# REQUIRED ACTION
The records below are to be repeated exactly, minus any pictures.

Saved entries
---

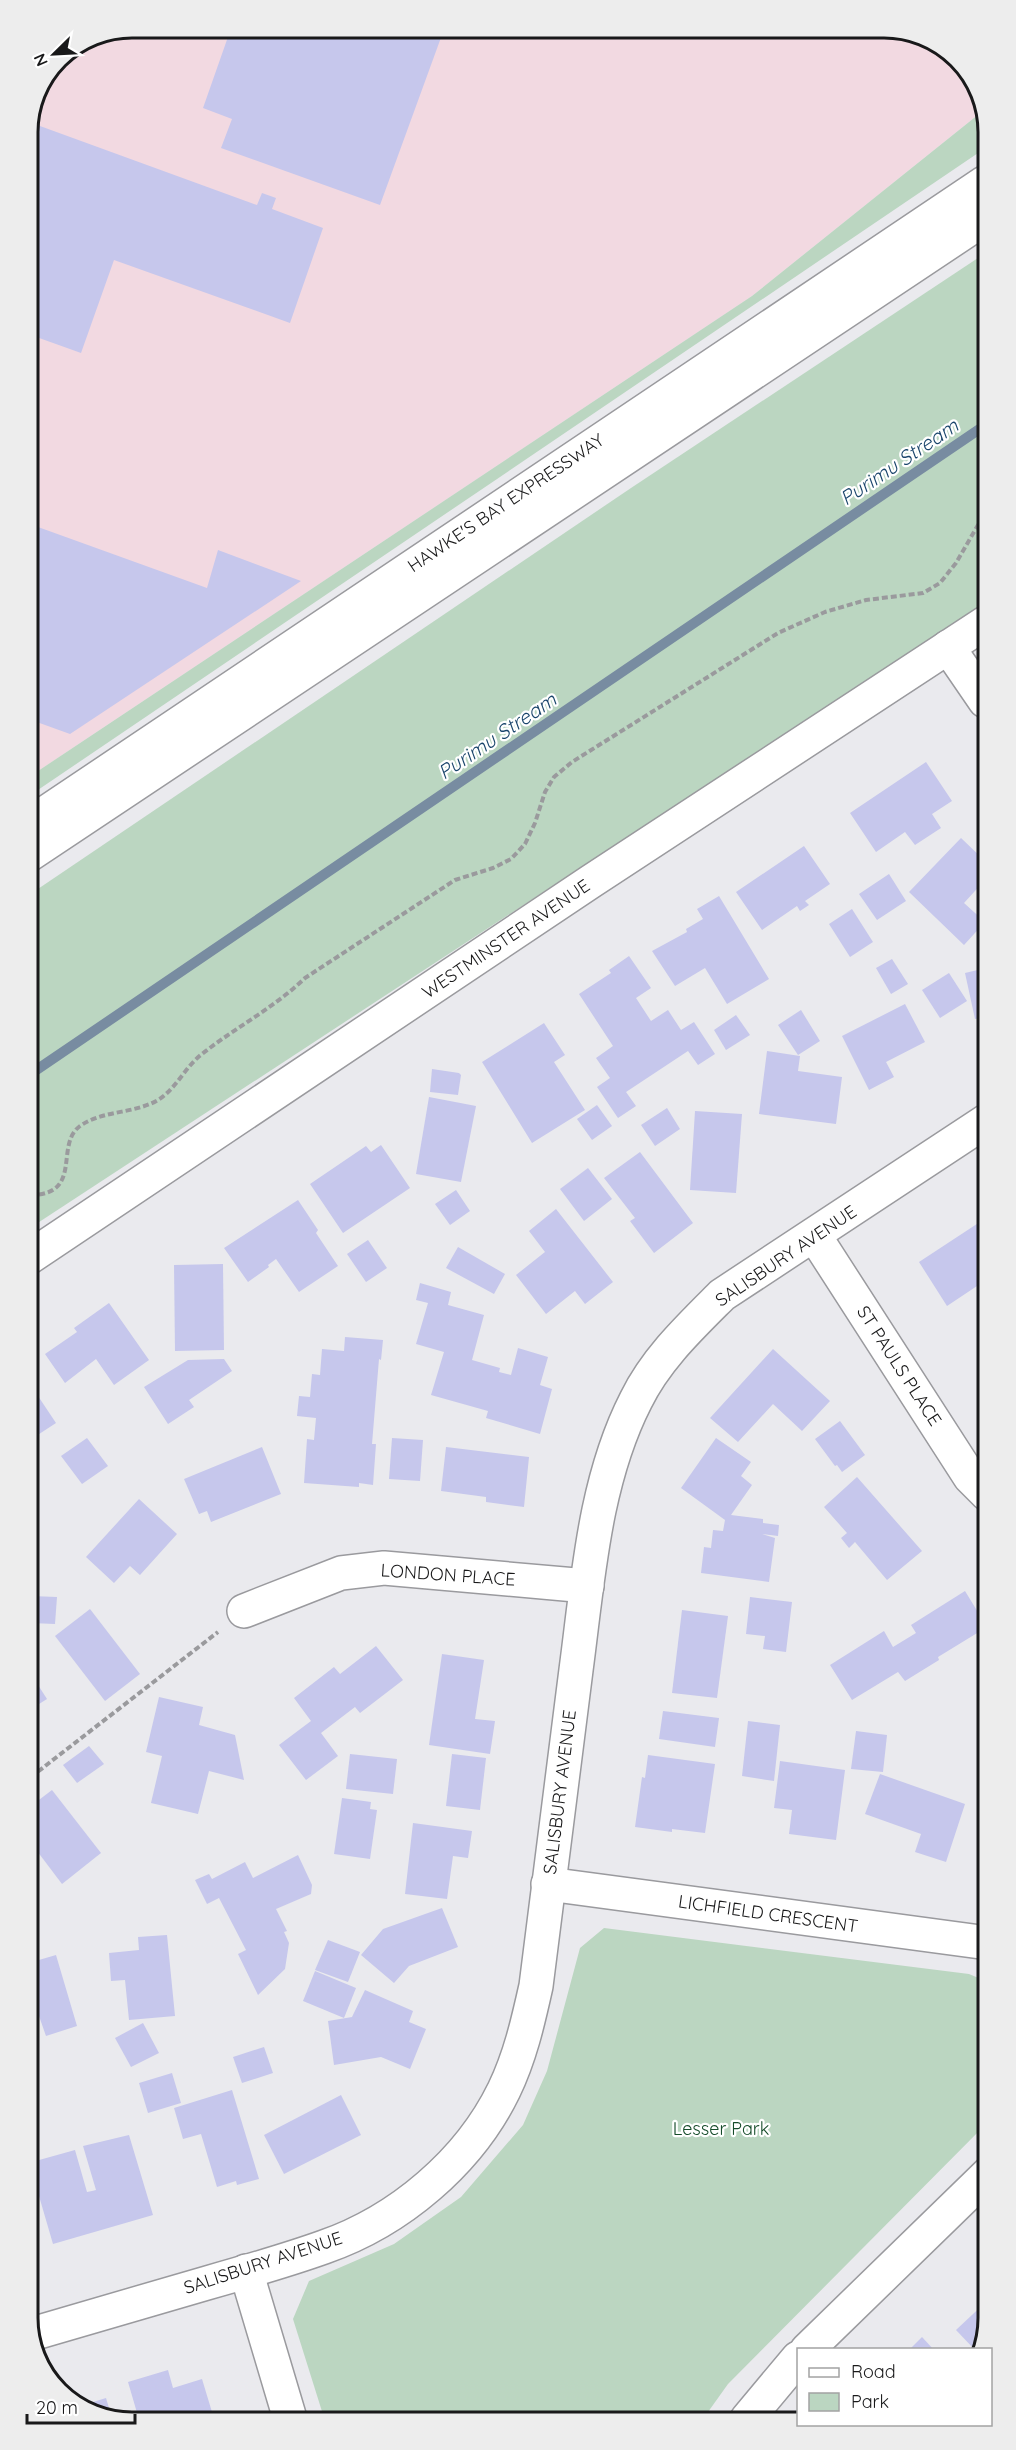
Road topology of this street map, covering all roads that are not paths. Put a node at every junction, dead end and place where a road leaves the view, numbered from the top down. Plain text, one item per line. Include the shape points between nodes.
1 (978, 187) edge
2 (978, 223) edge
3 (978, 627) edge
4 (948, 647) junction
5 (978, 691) edge
6 (38, 818) edge
7 (38, 849) edge
8 (978, 1126) edge
9 (814, 1235) junction
10 (38, 1252) edge
11 (978, 1485) edge
12 (587, 1586) junction
13 (244, 1611) road end
14 (548, 1884) junction
15 (978, 1942) edge
16 (978, 2184) edge
17 (246, 2271) junction
18 (38, 2332) edge
19 (808, 2348) edge
20 (797, 2359) edge
21 (288, 2412) edge
22 (753, 2412) edge

1 - 6 main road, HAWKE'S BAY EXPRESSWAY
2 - 7 main road, HAWKE'S BAY EXPRESSWAY
3 - 4 main road, WESTMINSTER AVENUE
4 - 5 main road
4 - 10 main road, WESTMINSTER AVENUE
8 - 9 main road, SALISBURY AVENUE
9 - 11 main road, ST PAULS PLACE
9 - 12 main road, SALISBURY AVENUE via 722,1295 686,1330 654,1370 636,1399 608,1473
12 - 13 main road, LONDON PLACE via 384,1568 341,1572
12 - 14 main road, SALISBURY AVENUE
14 - 15 main road, LICHFIELD CRESCENT
14 - 17 main road, SALISBURY AVENUE via 536,1986 522,2047 504,2090 481,2129 417,2196 376,2223 326,2247
16 - 19 main road
17 - 18 main road, SALISBURY AVENUE
17 - 21 main road
20 - 22 main road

---

# WRITTEN SOLUTION
Road topology of this street map, covering all roads that are not paths. Put a node at every junction, dead end and place where a road leaves the view, numbered from the top down. Plain text, one item per line. Include the shape points between nodes.
1 (978, 187) edge
2 (978, 223) edge
3 (978, 627) edge
4 (948, 647) junction
5 (978, 691) edge
6 (38, 818) edge
7 (38, 849) edge
8 (978, 1126) edge
9 (814, 1235) junction
10 (38, 1252) edge
11 (978, 1485) edge
12 (587, 1586) junction
13 (244, 1611) road end
14 (548, 1884) junction
15 (978, 1942) edge
16 (978, 2184) edge
17 (246, 2271) junction
18 (38, 2332) edge
19 (808, 2348) edge
20 (797, 2359) edge
21 (288, 2412) edge
22 (753, 2412) edge

1 - 6 main road, HAWKE'S BAY EXPRESSWAY
2 - 7 main road, HAWKE'S BAY EXPRESSWAY
3 - 4 main road, WESTMINSTER AVENUE
4 - 5 main road
4 - 10 main road, WESTMINSTER AVENUE
8 - 9 main road, SALISBURY AVENUE
9 - 11 main road, ST PAULS PLACE
9 - 12 main road, SALISBURY AVENUE via 722,1295 686,1330 654,1370 636,1399 608,1473
12 - 13 main road, LONDON PLACE via 384,1568 341,1572
12 - 14 main road, SALISBURY AVENUE
14 - 15 main road, LICHFIELD CRESCENT
14 - 17 main road, SALISBURY AVENUE via 536,1986 522,2047 504,2090 481,2129 417,2196 376,2223 326,2247
16 - 19 main road
17 - 18 main road, SALISBURY AVENUE
17 - 21 main road
20 - 22 main road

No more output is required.